**Exercise details:** Once the line with "middle pip: (690, 1097)" is found in the entries below, repeat it and each following line exactly, up to and including the line with "index mcp: (677, 1110)". Add no other lines.

BEGIN Data for analysis

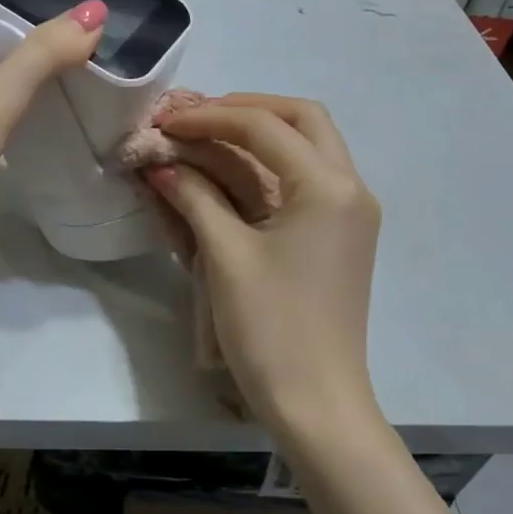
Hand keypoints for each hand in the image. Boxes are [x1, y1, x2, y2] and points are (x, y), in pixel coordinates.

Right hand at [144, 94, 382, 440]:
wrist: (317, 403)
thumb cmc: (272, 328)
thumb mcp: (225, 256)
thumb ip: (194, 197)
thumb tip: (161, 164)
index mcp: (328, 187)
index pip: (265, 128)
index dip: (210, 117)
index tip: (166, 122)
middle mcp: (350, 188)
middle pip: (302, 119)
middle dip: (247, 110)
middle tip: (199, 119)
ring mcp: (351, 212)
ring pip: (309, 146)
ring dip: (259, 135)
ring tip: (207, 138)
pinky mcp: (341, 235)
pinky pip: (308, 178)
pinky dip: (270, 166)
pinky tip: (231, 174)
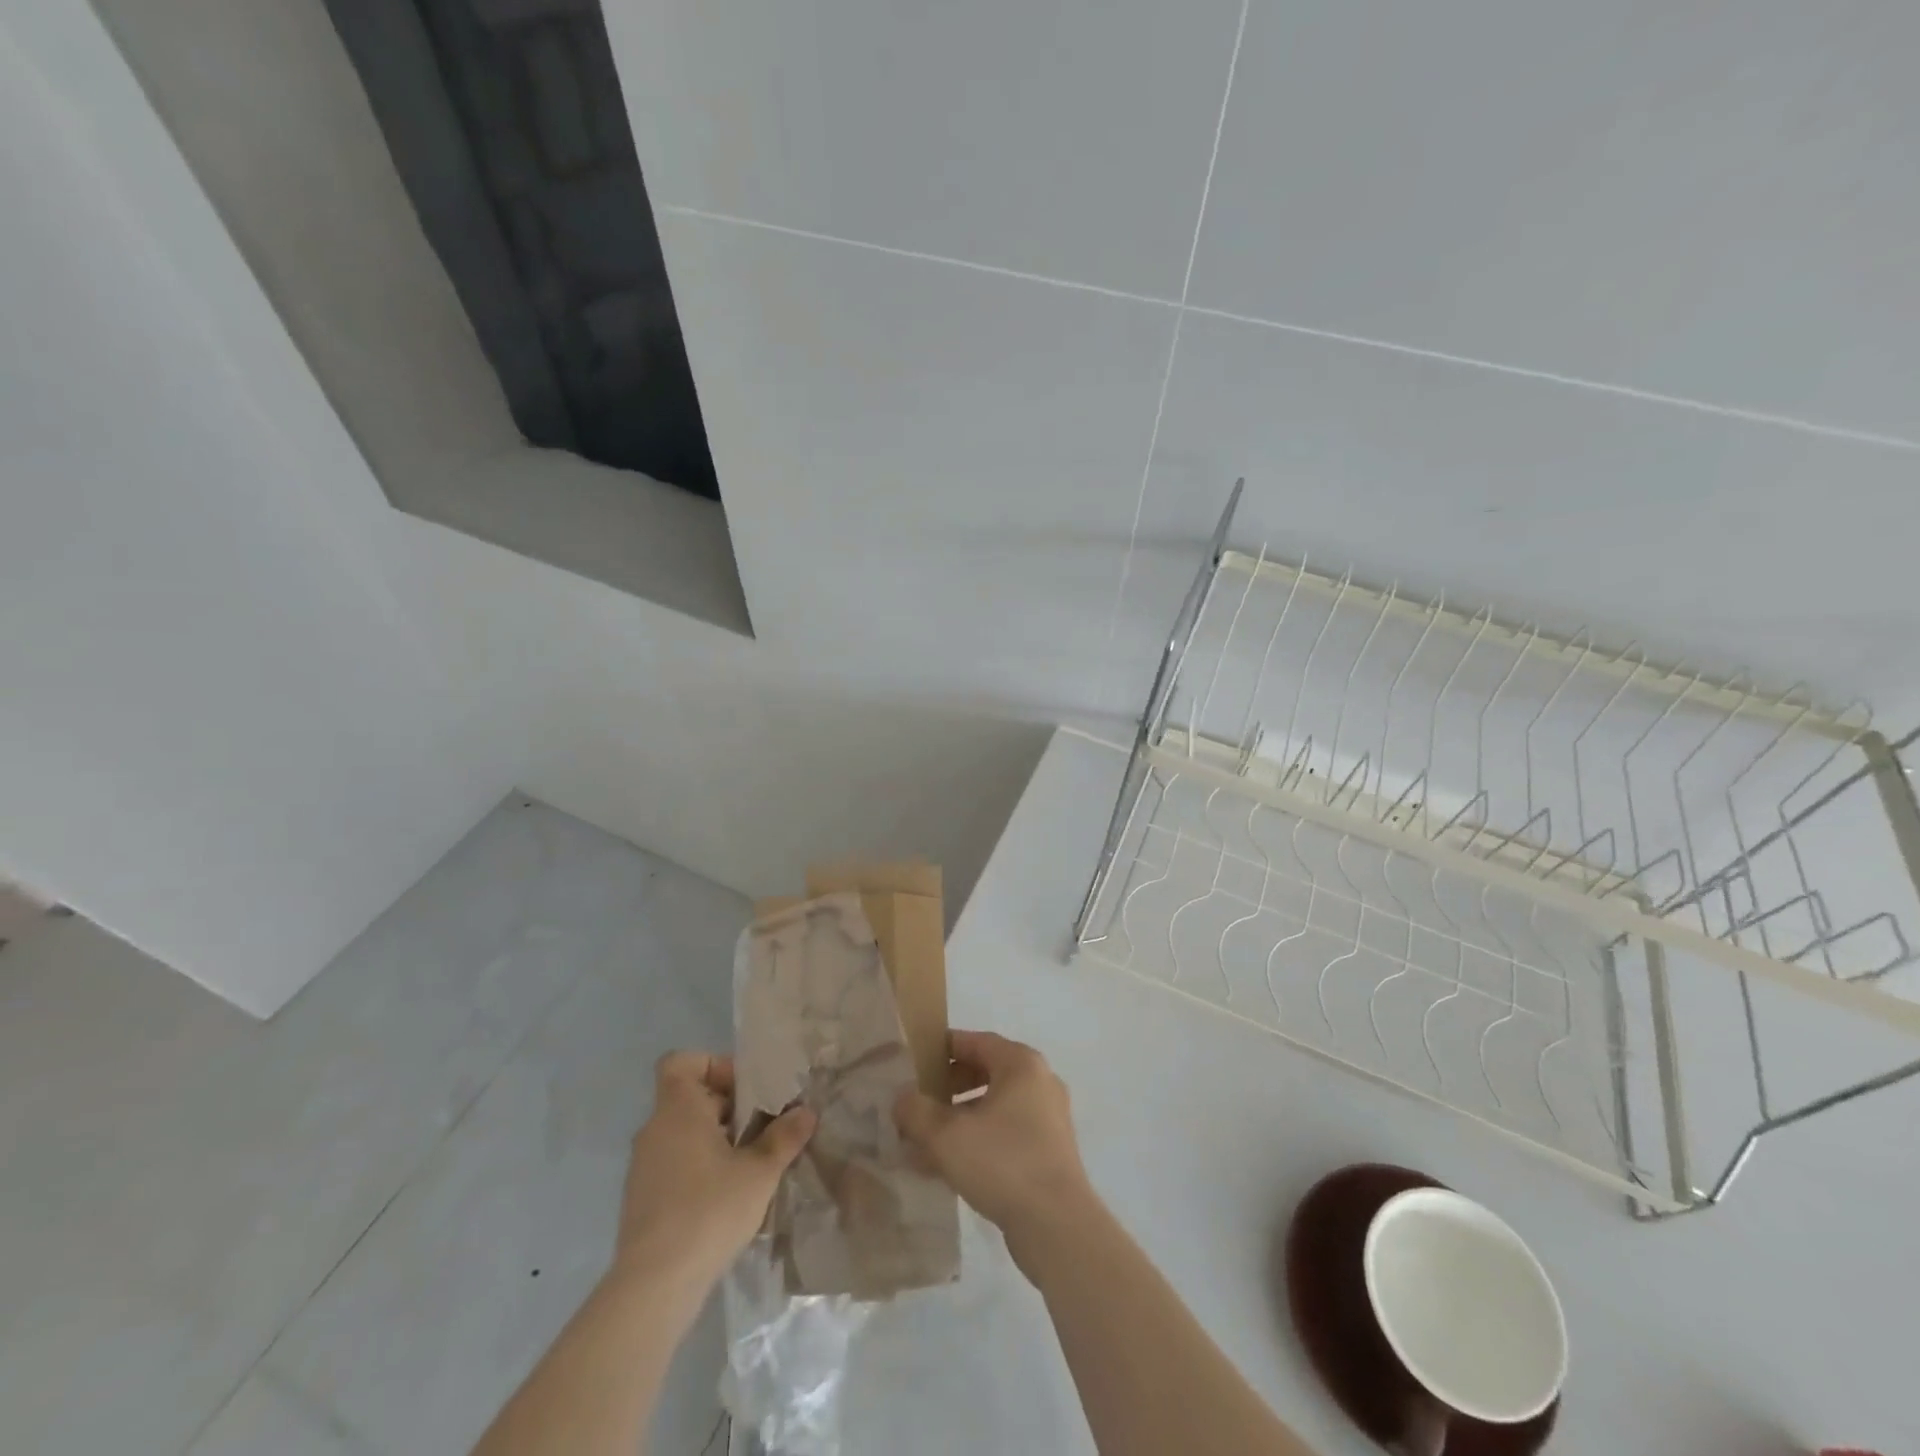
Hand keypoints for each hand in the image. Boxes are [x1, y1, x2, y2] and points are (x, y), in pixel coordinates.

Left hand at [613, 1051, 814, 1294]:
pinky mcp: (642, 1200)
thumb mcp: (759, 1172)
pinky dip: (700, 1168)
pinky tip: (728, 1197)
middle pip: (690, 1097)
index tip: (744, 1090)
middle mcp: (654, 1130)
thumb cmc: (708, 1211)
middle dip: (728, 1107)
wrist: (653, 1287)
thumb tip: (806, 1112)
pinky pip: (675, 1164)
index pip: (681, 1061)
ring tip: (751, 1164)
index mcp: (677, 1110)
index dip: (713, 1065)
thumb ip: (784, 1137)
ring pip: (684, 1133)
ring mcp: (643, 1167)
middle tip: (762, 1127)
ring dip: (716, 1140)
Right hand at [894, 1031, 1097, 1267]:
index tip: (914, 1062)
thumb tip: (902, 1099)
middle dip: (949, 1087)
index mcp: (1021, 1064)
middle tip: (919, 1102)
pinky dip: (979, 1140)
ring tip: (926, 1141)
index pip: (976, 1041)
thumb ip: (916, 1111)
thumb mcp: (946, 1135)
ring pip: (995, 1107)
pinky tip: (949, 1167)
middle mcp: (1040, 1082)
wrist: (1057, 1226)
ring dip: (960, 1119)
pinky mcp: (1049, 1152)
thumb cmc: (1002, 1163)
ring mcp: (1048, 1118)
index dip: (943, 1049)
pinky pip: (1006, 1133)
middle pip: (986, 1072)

END Data for analysis

**Output:**
middle pip: (690, 1097)
index tip: (744, 1090)
middle mcp: (654, 1130)
thumb cmc: (708, 1211)
middle dip: (728, 1107)
wrist: (653, 1287)
thumb tip: (806, 1112)
pinky pip: (675, 1164)
index pip: (681, 1061)
ring tip: (751, 1164)
index mcp: (677, 1110)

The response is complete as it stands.